Thus our quality measure can be thought of generally as the average rate at which a company’s ‘hidden’ pipeline patents accumulate citations, as compared to the peer group average
(Exhibit 5). From 1997 to 2006 AMGN scored substantially higher than the peer group average; however AMGN’s score has been slightly below par since 2007. Conversely, MRK’s score has been consistently below the peer group average, and if anything has worsened since 2008

exh5

 

Competitive Positioning

Of the hundreds of research areas we track, companies’ hidden pipelines tend to be concentrated in relative few areas. For obvious reasons it’s important for companies to establish leadership positions in the research areas they choose

We determine which research areas a company is focused on by simply ranking the research areas in descending order according to the percentage of the company’s total hidden innovation represented by that area. We then rank the company within each of these research areas by comparing its share of totally quality adjusted innovation in each specific area to its competitors’ shares of innovation in the same areas

Exhibits 6a and 6b show the results for MRK and AMGN, respectively. Across the 25 research areas that account for just over 80 percent of MRK’s total hidden pipeline innovation, MRK ranks among the top 3 in 11 of these areas, and has an average rank of 4.4. Across the 11 research areas that account for just over 80 percent of AMGN’s hidden pipeline innovation, the company has a top 3 rank in 4 of these areas, and an average rank of 5.2

exh6aexh6b

Bias

 As is typical for all companies in the peer group, both MRK and AMGN appear to place very little emphasis on in-licensing

In theory, an efficient R&D organization would be nearly[9] agnostic as to the origin of the compounds it places in development, i.e. companies should develop the best discoveries they can find, regardless of where those discoveries came from

MRK’s quality-adjusted US patent estate accounts for about 1.7 percent of all of the quality-adjusted biopharma patents currently active in the US — which is to say that MRK’sdiscovery operations generate roughly 1.7 percent of the total innovation in the global biopharma industry[10]. Thus if MRK’s process of choosing which discoveries to place into development were perfectly agnostic as to the origin of the discovery — i.e. if MRK chose compounds to develop based solely on the quality of the discovery — we would expect MRK discoveries to represent exactly 1.7 percent of the compounds under development by MRK. In fact, MRK discoveries are 64.3 percent of the compounds in MRK’s clinical development program – a 38x bias (Exhibit 7a). For AMGN, the figures are more extreme – the company generates about 1.0 percent of global biopharma innovation, but its discoveries account for 82.3 percent of the compounds under – an 82x bias (Exhibit 7b)

exh7

For the moment, we’re going to avoid going headlong into the argument about whether in-licensed compounds are more expensive. Plainly these require up-front payments, plus milestones and/or royalties that are not required of compounds discovered internally – and in that sense might be viewed as more costly than internal discoveries. However this simple framing misses the more complete question of whether the acquisition costs of licensed compounds are higher or lower than the direct costs of generating compounds internally – and there’s plenty of evidence in-licensing may actually be cheaper

We would also emphasize that the number of scientific disciplines engaged in discovery is growing – and that is has for a very long time been impossible for a single company to be truly world class in every attractive discipline. Because of this, we assert that companies whose development pipelines are overwhelmingly stocked with their own discoveries are almost certainly burdening development with many compounds that are inferior to those available from other laboratories

 



[1] Peter Loftus and Jonathan D. Rockoff, Wall Street Journal December 27, 2013: “Merck Plans Radical Overhaul of Drug R&D Unit”

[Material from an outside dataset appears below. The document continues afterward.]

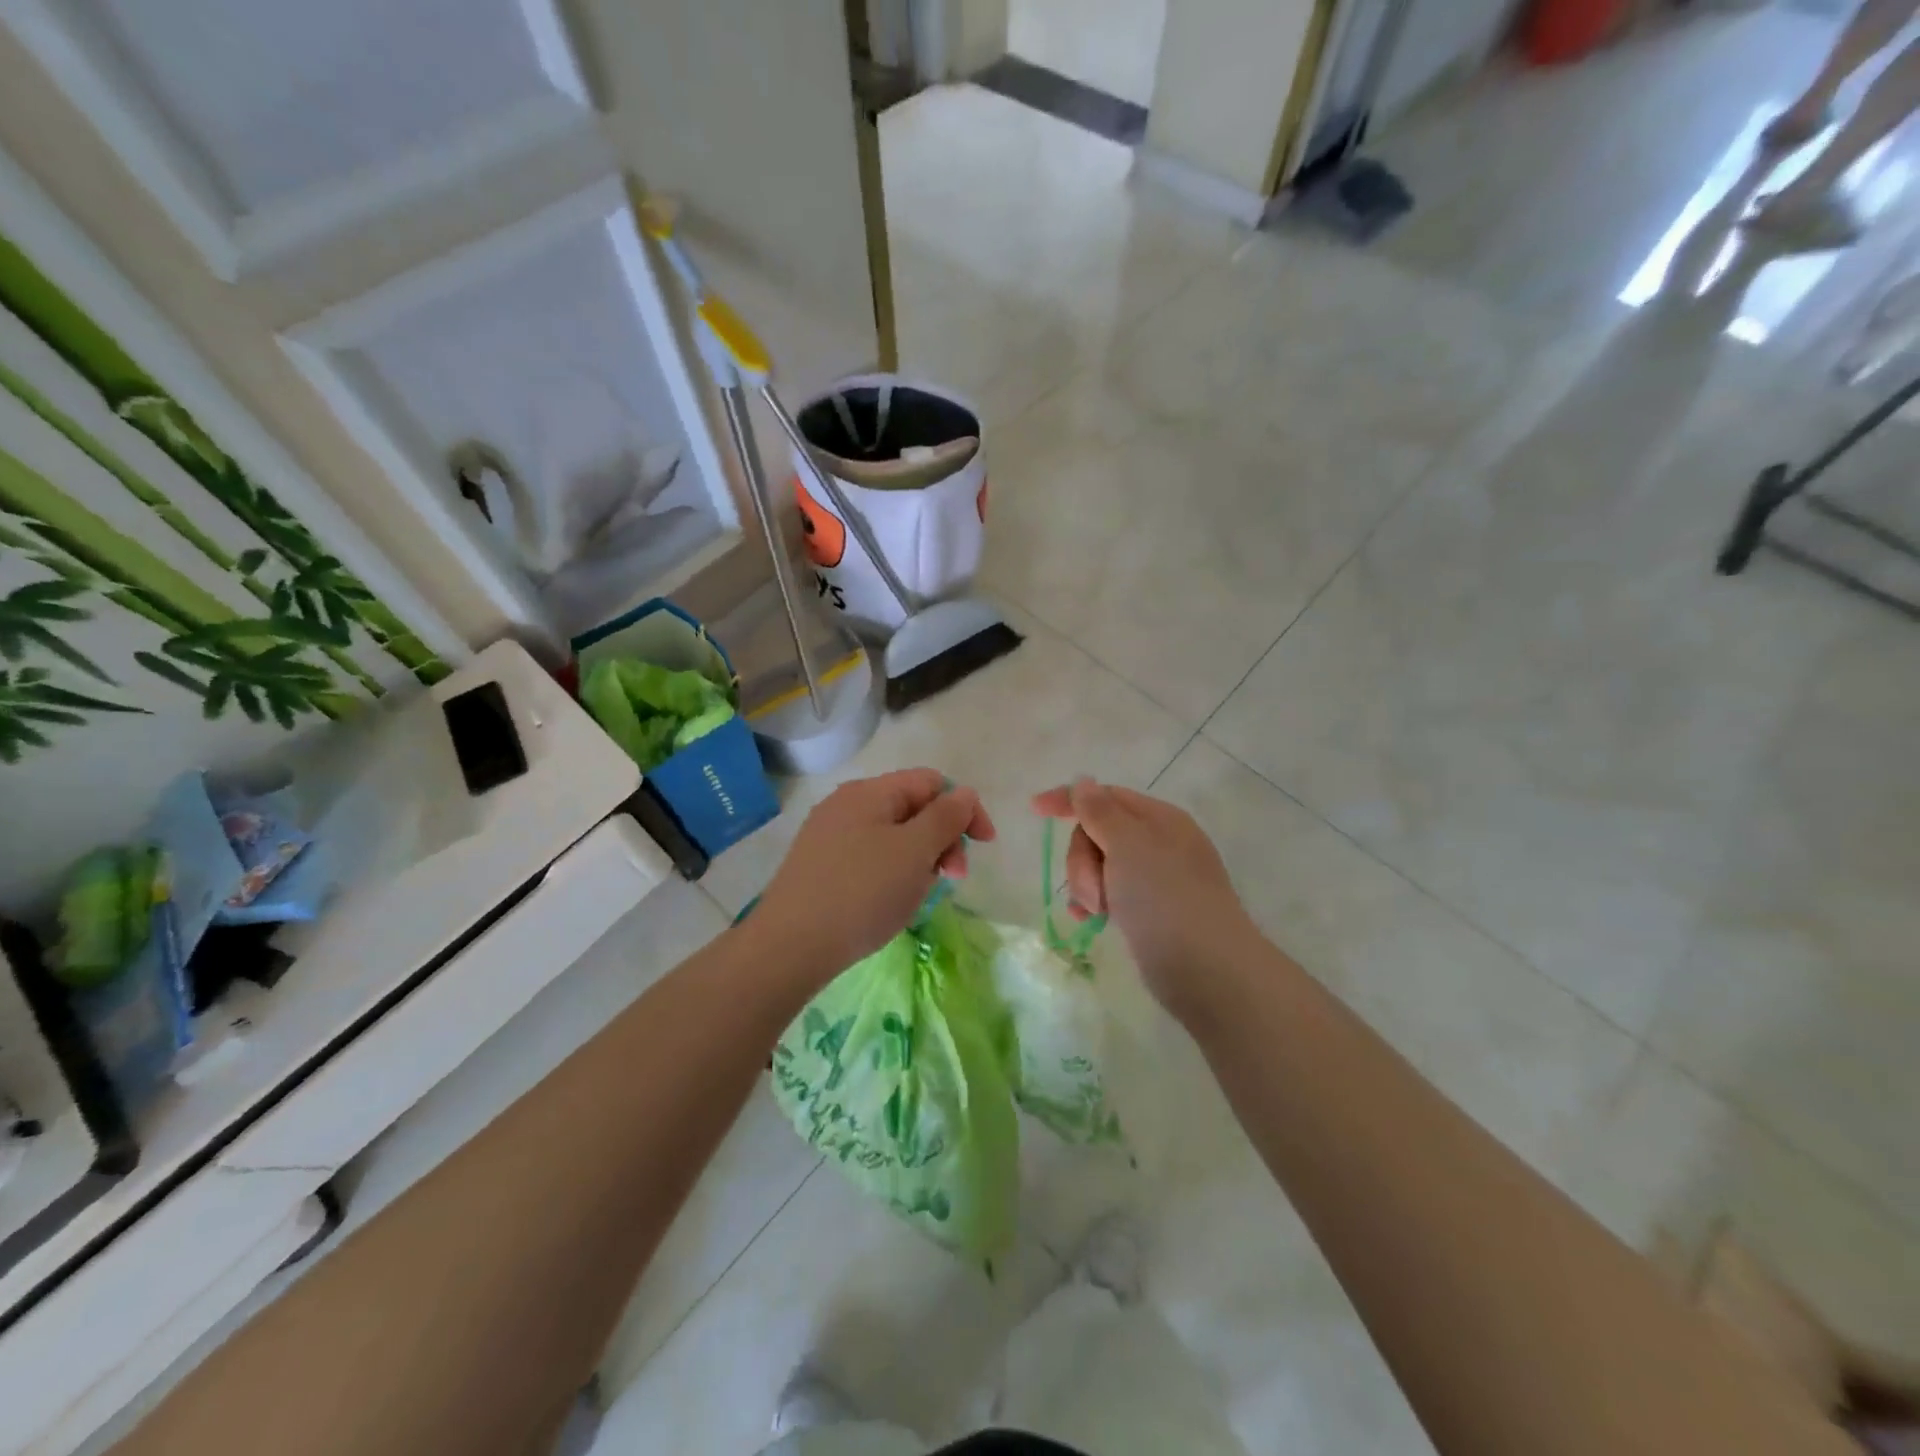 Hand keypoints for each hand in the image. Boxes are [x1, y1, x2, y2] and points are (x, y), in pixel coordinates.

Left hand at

[2] Roughly, this measure is equal to tax-effected R&D spending in Yr0, divided by adjusted net income in Yr10

[3] The 22 largest publicly listed drug and biotech companies by R&D spend, excluding Japan

[4] Adjusted for tax effects

[5] We add Yr10 R&D back to Yr10 net income, the idea being that Yr10 R&D spending is an expense that is not required in order to realize the economic potential of products generated by Yr0 R&D (COGS and SG&A, conversely, are required)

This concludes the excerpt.